Welcome to the brave new world of Android apps on Chromebooks

Android app support for Chromebooks is now a reality. Here's what you need to know about this exciting new feature.

acer chromebook 11 n7 c731 front
Acer

The line between Google Chrome and Android operating systems is becoming less distinct. This is great news for Chromebook users, and as Google rolls out the ability for more Chromebooks to use Android apps, the future is looking bright for these inexpensive notebooks. This will go a long way toward minimizing criticism that Chromebooks are just low-power laptops running a web browser.

While that observation is true to a degree, the explosion of cloud-based applications over the past few years has turned that criticism into little more than a glib comment. Chromebooks have become an inexpensive web portal that allows users to perform many daily tasks that don't require powerful and expensive hardware, and things are just going to get better now that Android application support is a reality.

Chromebooks access to Android apps is not yet universal, although that is changing, as all new Chromebooks that are released in 2017 will include Android app support.

If you have an older Chromebook, hope is not lost. While not all older Chromebooks will support this feature, a number of existing and legacy models will also feature Android app support. It requires that Chome OS version 53 or later be installed on your machine, but with the rapid updates to the OS that are a hallmark of these little laptops, that shouldn't be an issue for most users.

Currently, the following Chromebooks can run Android apps in addition to all 2017 Chromebook models:

  • Asus Chromebook Flip
  • Acer Chromebook R11/C738T/CB5-132T
  • Google Chromebook Pixel (2015)

Note that Google intends to expand this list, although a definitive timeline has not been released.
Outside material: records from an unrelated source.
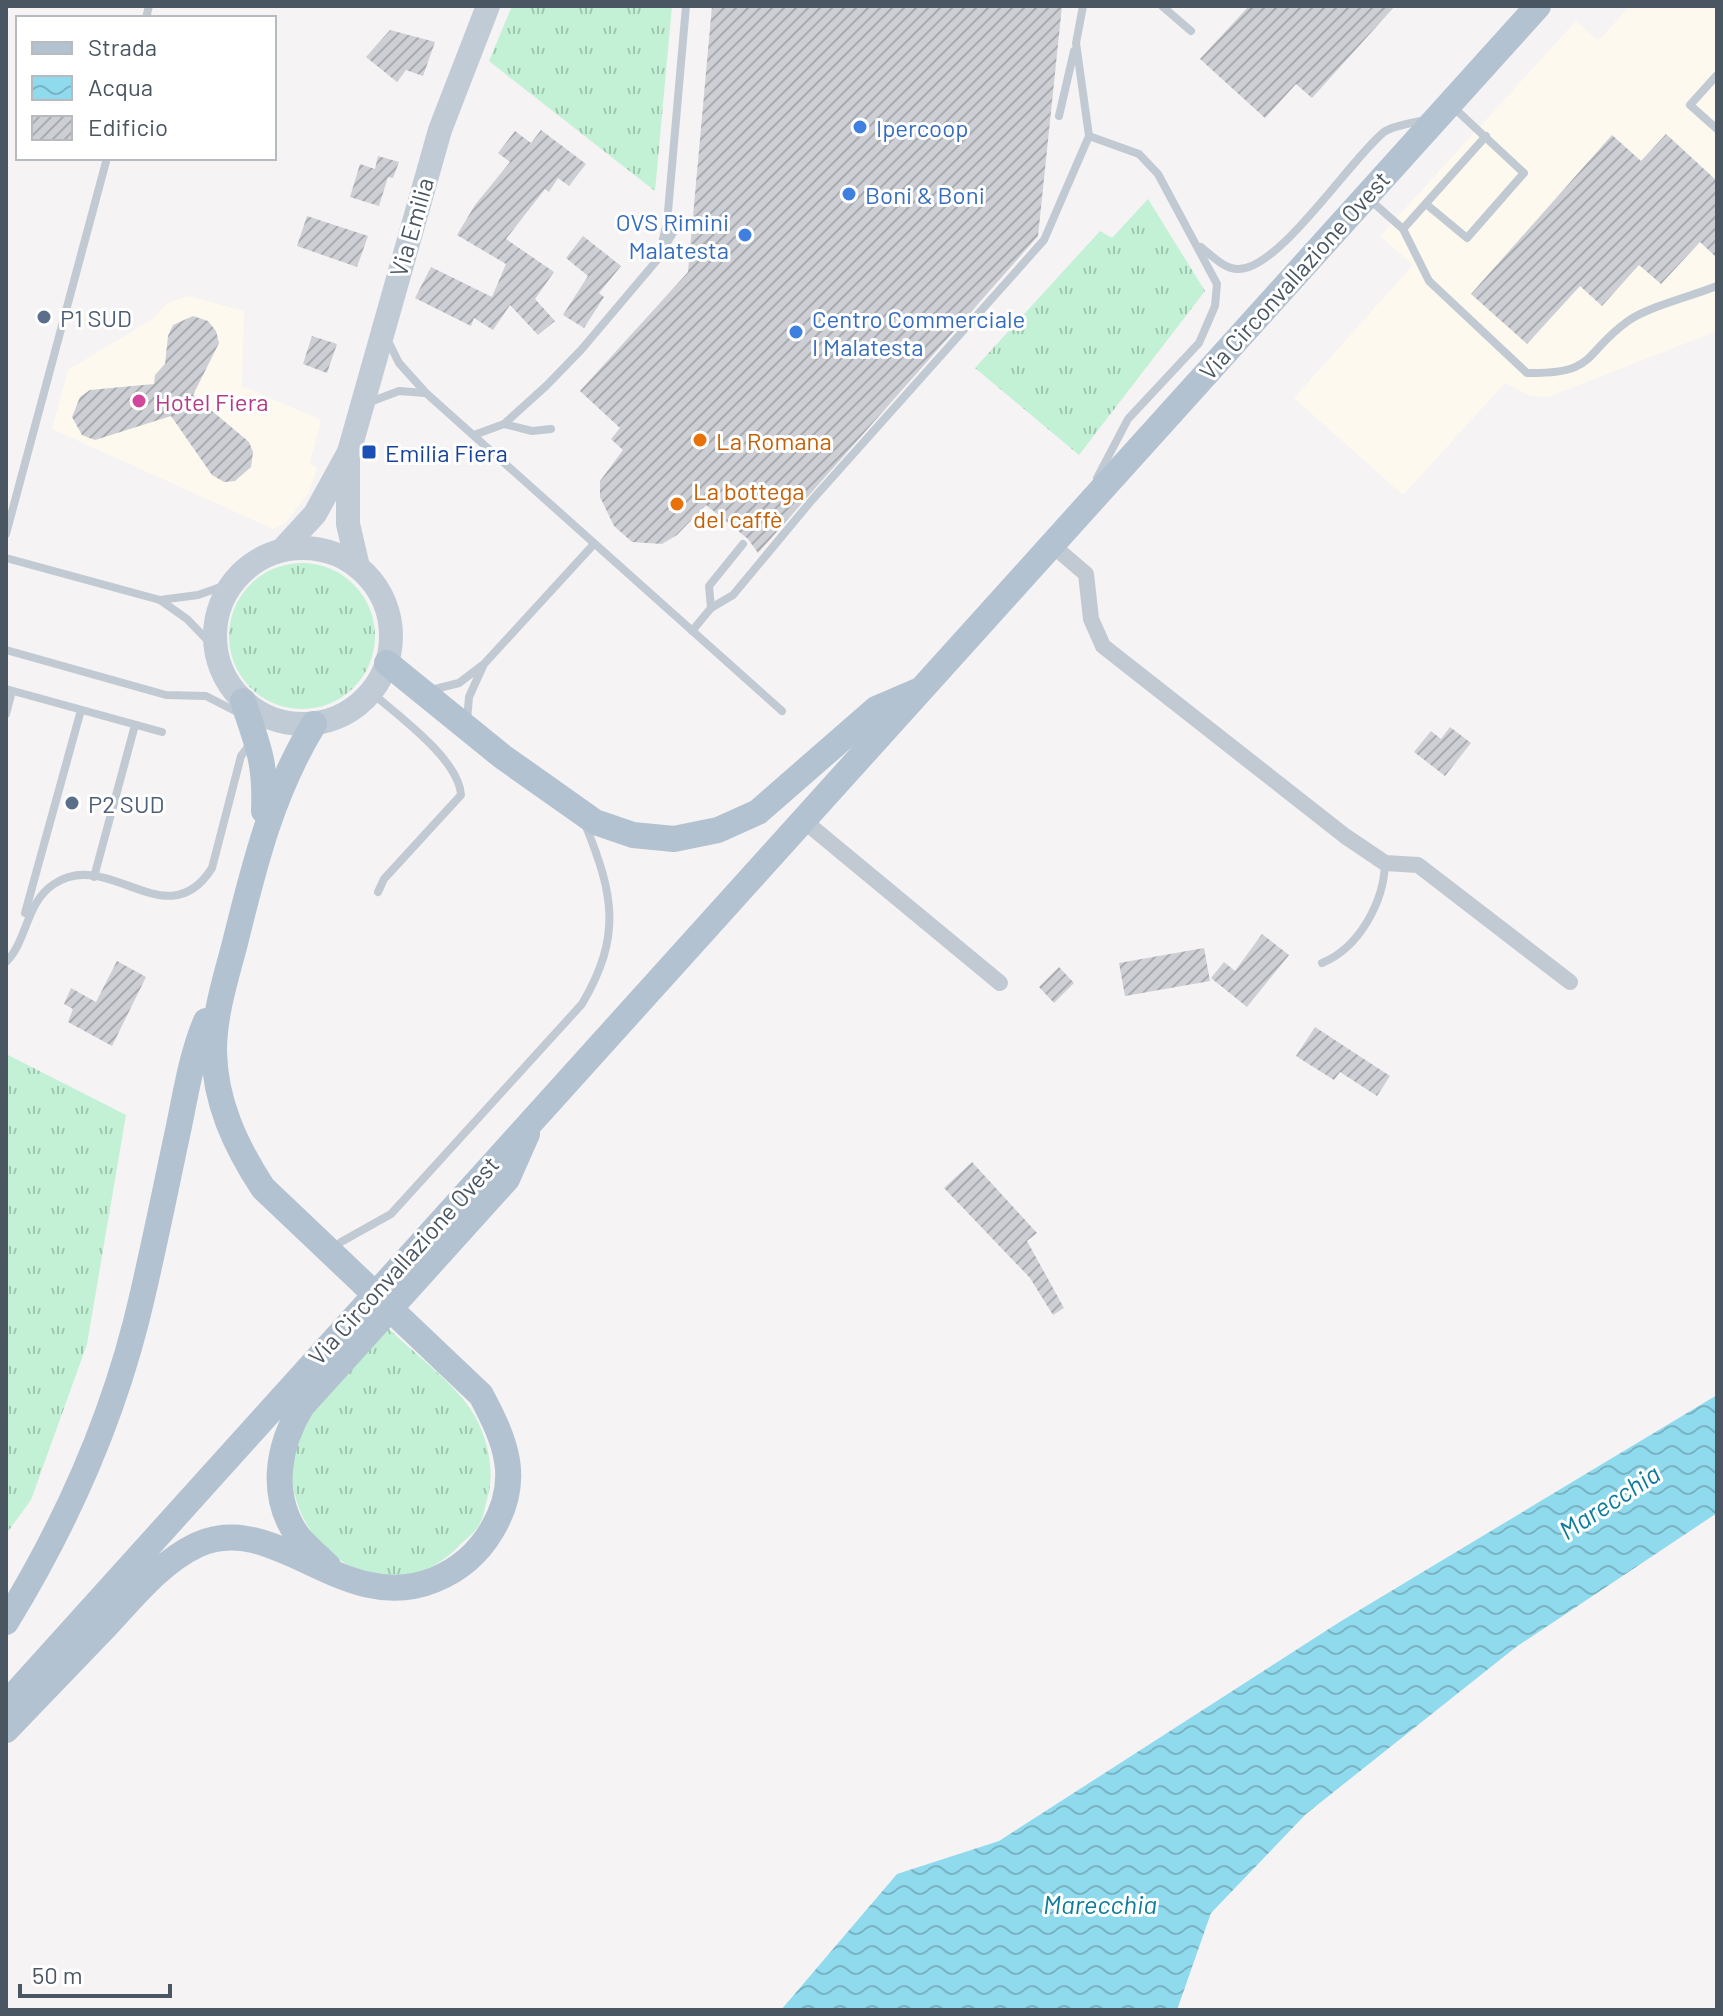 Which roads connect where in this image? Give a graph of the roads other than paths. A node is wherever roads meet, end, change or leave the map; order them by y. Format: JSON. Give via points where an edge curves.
{"nodes":[{"id":1,"x":488,"y":6,"type":"edge"},
{"id":2,"x":686,"y":6,"type":"edge"},
{"id":3,"x":1083,"y":6,"type":"edge"},
{"id":4,"x":1162,"y":6,"type":"edge"},
{"id":5,"x":1538,"y":6,"type":"edge"},
{"id":6,"x":1191,"y":31,"type":"dead end"},
{"id":7,"x":1076,"y":43,"type":"junction"},
{"id":8,"x":1717,"y":75,"type":"edge"},
{"id":9,"x":1444,"y":110,"type":"junction"},
{"id":10,"x":1059,"y":116,"type":"dead end"},
{"id":11,"x":1717,"y":129,"type":"edge"},
{"id":12,"x":1089,"y":136,"type":"junction"},
{"id":13,"x":1486,"y":136,"type":"junction"},
{"id":14,"x":106,"y":160,"type":"edge"},
{"id":15,"x":1366,"y":196,"type":"junction"},
{"id":16,"x":1426,"y":204,"type":"junction"},
{"id":17,"x":680,"y":221,"type":"dead end"},
{"id":18,"x":1403,"y":229,"type":"junction"},
{"id":19,"x":1199,"y":245,"type":"junction"},
{"id":20,"x":658,"y":259,"type":"junction"},
{"id":21,"x":1717,"y":286,"type":"edge"},
{"id":22,"x":382,"y":327,"type":"junction"},
{"id":23,"x":426,"y":393,"type":"junction"},
{"id":24,"x":361,"y":407,"type":"junction"},
{"id":25,"x":504,"y":424,"type":"junction"},
{"id":26,"x":551,"y":429,"type":"dead end"},
{"id":27,"x":474,"y":435,"type":"junction"},
{"id":28,"x":349,"y":452,"type":"junction"},
{"id":29,"x":1077,"y":516,"type":"junction"},
{"id":30,"x":6,"y":534,"type":"edge"},
{"id":31,"x":594,"y":544,"type":"junction"},
{"id":32,"x":743,"y":544,"type":"dead end"},
{"id":33,"x":1052,"y":545,"type":"junction"},
{"id":34,"x":282,"y":550,"type":"junction"},
{"id":35,"x":6,"y":558,"type":"edge"},
{"id":36,"x":358,"y":567,"type":"junction"},
{"id":37,"x":232,"y":583,"type":"junction"},
{"id":38,"x":160,"y":600,"type":"junction"},
{"id":39,"x":711,"y":608,"type":"junction"},
{"id":40,"x":692,"y":631,"type":"junction"},
{"id":41,"x":215,"y":648,"type":"junction"},
{"id":42,"x":6,"y":650,"type":"edge"},
{"id":43,"x":387,"y":663,"type":"junction"},
{"id":44,"x":484,"y":664,"type":"junction"},
{"id":45,"x":925,"y":688,"type":"junction"},
{"id":46,"x":9,"y":690,"type":"edge"},
{"id":47,"x":421,"y":691,"type":"junction"},
{"id":48,"x":371,"y":692,"type":"junction"},
{"id":49,"x":81,"y":710,"type":"junction"},
{"id":50,"x":782,"y":711,"type":"dead end"},
{"id":51,"x":6,"y":714,"type":"edge"},
{"id":52,"x":250,"y":719,"type":"junction"},
{"id":53,"x":314,"y":724,"type":"junction"},
{"id":54,"x":135,"y":725,"type":"junction"},
{"id":55,"x":468,"y":730,"type":"junction"},
{"id":56,"x":162,"y":732,"type":"dead end"},
{"id":57,"x":580,"y":811,"type":"junction"},
{"id":58,"x":803,"y":820,"type":"junction"},
{"id":59,"x":262,"y":834,"type":"junction"},
{"id":60,"x":1385,"y":863,"type":"junction"},
{"id":61,"x":94,"y":877,"type":"junction"},
{"id":62,"x":378,"y":892,"type":"dead end"},
{"id":63,"x":17,"y":941,"type":"junction"},
{"id":64,"x":7,"y":960,"type":"edge"},
{"id":65,"x":1322,"y":963,"type":"dead end"},
{"id":66,"x":229,"y":966,"type":"junction"},
{"id":67,"x":1570,"y":982,"type":"dead end"},
{"id":68,"x":1000,"y":983,"type":"dead end"},
{"id":69,"x":536,"y":1111,"type":"junction"},
{"id":70,"x":341,"y":1242,"type":"dead end"},
{"id":71,"x":336,"y":1574,"type":"junction"},
{"id":72,"x":6,"y":1622,"type":"edge"},
{"id":73,"x":6,"y":1704,"type":"edge"},
{"id":74,"x":6,"y":1730,"type":"edge"}],
"edges":[{"from":1,"to":22,"type":"main road","name":"Via Emilia","via":[[440,130]]},
{"from":2,"to":20,"type":"lane","via":[[667,223]]},
{"from":3,"to":7,"type":"lane"},
{"from":4,"to":6,"type":"lane"},
{"from":5,"to":9,"type":"main road","name":"Via Circonvallazione Ovest"},
{"from":7,"to":10,"type":"lane"},
{"from":7,"to":12,"type":"lane"},
{"from":8,"to":11,"type":"lane","via":[[1690,105]]},
{"from":9,"to":13,"type":"lane"},
{"from":9,"to":15,"type":"main road","name":"Via Circonvallazione Ovest"},
{"from":9,"to":19,"type":"lane","via":[[1386,131],[1255,266],[1223,265]]},
{"from":12,"to":19,"type":"lane","via":[[1139,154],[1158,174]]},
{"from":12,"to":39,"type":"lane","via":[[1044,240],[733,595]]},
{"from":13,"to":16,"type":"lane"},
{"from":13,"to":16,"type":"lane","via":[[1524,173],[1467,238]]},
{"from":14,"to":30,"type":"lane"},
{"from":15,"to":18,"type":"lane"},
{"from":15,"to":29,"type":"main road","name":"Via Circonvallazione Ovest"},
{"from":16,"to":18,"type":"lane"},
{"from":17,"to":20,"type":"lane"},
{"from":18,"to":21,"type":"lane","via":[[1429,281],[1527,373],[1557,373],[1585,364],[1629,320]]},
{"from":19,"to":29,"type":"lane","via":[[1217,284],[1215,306],[1199,343],[1128,419]]},
{"from":20,"to":25,"type":"lane","via":[[581,350]]},
{"from":22,"to":23,"type":"lane","via":[[399,363]]},
{"from":22,"to":24,"type":"main road","name":"Via Emilia"},
{"from":23,"to":24,"type":"lane","via":[[385,393]]},
{"from":23,"to":27,"type":"lane"},
{"from":24,"to":28,"type":"main road","name":"Via Emilia"},
{"from":25,"to":26,"type":"lane"},
{"from":25,"to":27,"type":"lane"},
{"from":27,"to":31,"type":"lane"},
{"from":28,"to":34,"type":"main road","name":"Via Emilia","via":[[315,514]]},
{"from":28,"to":36,"type":"main road","name":"Via Emilia","via":[[348,524]]},
{"from":29,"to":33,"type":"main road","name":"Via Circonvallazione Ovest"},
{"from":31,"to":40,"type":"lane"},
{"from":31,"to":44,"type":"lane"},
{"from":32,"to":39,"type":"lane","via":[[709,586]]},
{"from":33,"to":45,"type":"main road","name":"Via Circonvallazione Ovest"},
{"from":33,"to":60,"type":"street","via":[[1086,574],[1091,619],[1103,646]]},
{"from":34,"to":36,"type":"main road","via":[[308,548]]},
{"from":34,"to":37,"type":"main road","via":[[254,562]]},
{"from":35,"to":38,"type":"lane"},
{"from":36,"to":43,"type":"main road","via":[[376,586],[387,610]]},
{"from":37,"to":38,"type":"lane"},
{"from":37,"to":41,"type":"main road","via":[[215,625]]},
{"from":38,"to":41,"type":"lane"},
{"from":39,"to":40,"type":"lane"},
{"from":40,"to":50,"type":"lane"},
{"from":41,"to":52,"type":"main road","via":[[224,677]]},
{"from":42,"to":52,"type":"lane","via":[[166,695],[206,696]]},
{"from":43,"to":47,"type":"main road"},
{"from":43,"to":48,"type":"main road"},
{"from":44,"to":47,"type":"lane","via":[[459,683]]},
{"from":44,"to":55,"type":"lane","via":[[469,697]]},
{"from":45,"to":57,"type":"main road","via":[[876,709],[758,812],[718,830],[674,839],[633,835]]},
{"from":45,"to":58,"type":"main road","name":"Via Circonvallazione Ovest"},
{"from":46,"to":49,"type":"lane"},
{"from":46,"to":51,"type":"lane"},
{"from":47,"to":55,"type":"main road"},
{"from":48,"to":53,"type":"main road","via":[[335,718]]},
{"from":48,"to":62,"type":"lane","via":[[436,750],[461,795]]},
{"from":49,"to":54,"type":"lane"},
{"from":49,"to":63,"type":"lane"},
{"from":52,"to":53,"type":"main road","via":[[264,716],[288,724]]},
{"from":52,"to":59,"type":"main road","via":[[266,773]]},
{"from":52,"to":61,"type":"lane","via":[[212,868],[202,884],[166,898]]},
{"from":53,"to":59,"type":"main road","via":[[293,757]]},
{"from":54,"to":56,"type":"lane"},
{"from":54,"to":61,"type":"lane"},
{"from":55,"to":57,"type":"main road"},
{"from":57,"to":70,"type":"lane","via":[[609,901],[609,945],[599,974],[582,1004],[391,1214]]},
{"from":58,"to":68,"type":"street"},
{"from":58,"to":69,"type":"main road","name":"Via Circonvallazione Ovest"},
{"from":59,"to":66,"type":"main road"},
{"from":60,"to":65,"type":"lane","via":[[1384,889],[1369,917],[1340,956]]},
{"from":60,"to":67,"type":"street","via":[[1418,865]]},
{"from":61,"to":63,"type":"lane","via":[[57,881],[39,895]]},
{"from":63,"to":64,"type":"lane"},
{"from":66,"to":71,"type":"main road","via":[[214,1052],[223,1113],[240,1152],[263,1188],[481,1395],[503,1437],[510,1477],[501,1514],[480,1549],[451,1573],[418,1587],[385,1589]]},
{"from":66,"to":72,"type":"main road","via":[[192,1069],[142,1298],[114,1393],[81,1481]]},
{"from":69,"to":71,"type":"main road","via":[[507,1179],[302,1406],[286,1432],[279,1461],[281,1501],[297,1535]]},
{"from":69,"to":73,"type":"main road","name":"Via Circonvallazione Ovest"},
{"from":71,"to":74,"type":"main road","via":[[275,1546],[236,1537],[198,1545],[159,1570]]}]}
A full list of Chromebooks that will run Android apps at some point can be found at The Chromium Projects website.  

This is a welcome development for consumers and developers that will improve the functionality of Chromebooks as we move forward. If your Chromebook currently supports Android apps, all you need to do is go to Google Play while on your Chromebook, click on the settings icon in the upper-right and enable the Google Play Store on your Chromebook. After that, just follow the instructions to get started installing apps.

This new functionality does raise some questions, however. I've narrowed those down to the top three concerns below.

Can Chromebook models that support Android applications run all Android apps?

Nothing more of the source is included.